### WHAT YOU NEED TO DO
Once you have read the entries, copy all of them exactly.

[Dataset excerpts]
--------
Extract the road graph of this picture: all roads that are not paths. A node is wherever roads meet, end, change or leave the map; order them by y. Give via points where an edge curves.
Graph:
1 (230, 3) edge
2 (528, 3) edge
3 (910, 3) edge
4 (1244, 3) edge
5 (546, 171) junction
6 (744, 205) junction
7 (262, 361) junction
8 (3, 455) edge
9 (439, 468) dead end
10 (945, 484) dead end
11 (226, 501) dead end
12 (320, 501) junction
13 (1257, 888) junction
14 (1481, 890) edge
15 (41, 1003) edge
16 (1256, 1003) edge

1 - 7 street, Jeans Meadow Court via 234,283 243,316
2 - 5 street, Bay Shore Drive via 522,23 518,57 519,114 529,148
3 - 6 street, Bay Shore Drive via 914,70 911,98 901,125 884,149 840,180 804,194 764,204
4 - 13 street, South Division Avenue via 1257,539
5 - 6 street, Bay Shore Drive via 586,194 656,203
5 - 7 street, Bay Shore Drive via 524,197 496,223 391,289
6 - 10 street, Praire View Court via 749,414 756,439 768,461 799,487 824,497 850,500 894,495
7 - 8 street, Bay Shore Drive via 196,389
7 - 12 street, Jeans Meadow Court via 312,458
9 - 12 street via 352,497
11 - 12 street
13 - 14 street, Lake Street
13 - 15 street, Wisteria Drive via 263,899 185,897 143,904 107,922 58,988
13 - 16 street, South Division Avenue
--------
### ANSWER SPACE
Extract the road graph of this picture: all roads that are not paths. A node is wherever roads meet, end, change or leave the map; order them by y. Give via points where an edge curves.
Graph:
1 (230, 3) edge
2 (528, 3) edge
3 (910, 3) edge
4 (1244, 3) edge
5 (546, 171) junction
6 (744, 205) junction
7 (262, 361) junction
8 (3, 455) edge
9 (439, 468) dead end
10 (945, 484) dead end
11 (226, 501) dead end
12 (320, 501) junction
13 (1257, 888) junction
14 (1481, 890) edge
15 (41, 1003) edge
16 (1256, 1003) edge

1 - 7 street, Jeans Meadow Court via 234,283 243,316
2 - 5 street, Bay Shore Drive via 522,23 518,57 519,114 529,148
3 - 6 street, Bay Shore Drive via 914,70 911,98 901,125 884,149 840,180 804,194 764,204
4 - 13 street, South Division Avenue via 1257,539
5 - 6 street, Bay Shore Drive via 586,194 656,203
5 - 7 street, Bay Shore Drive via 524,197 496,223 391,289
6 - 10 street, Praire View Court via 749,414 756,439 768,461 799,487 824,497 850,500 894,495
7 - 8 street, Bay Shore Drive via 196,389
7 - 12 street, Jeans Meadow Court via 312,458
9 - 12 street via 352,497
11 - 12 street
13 - 14 street, Lake Street
13 - 15 street, Wisteria Drive via 263,899 185,897 143,904 107,922 58,988
13 - 16 street, South Division Avenue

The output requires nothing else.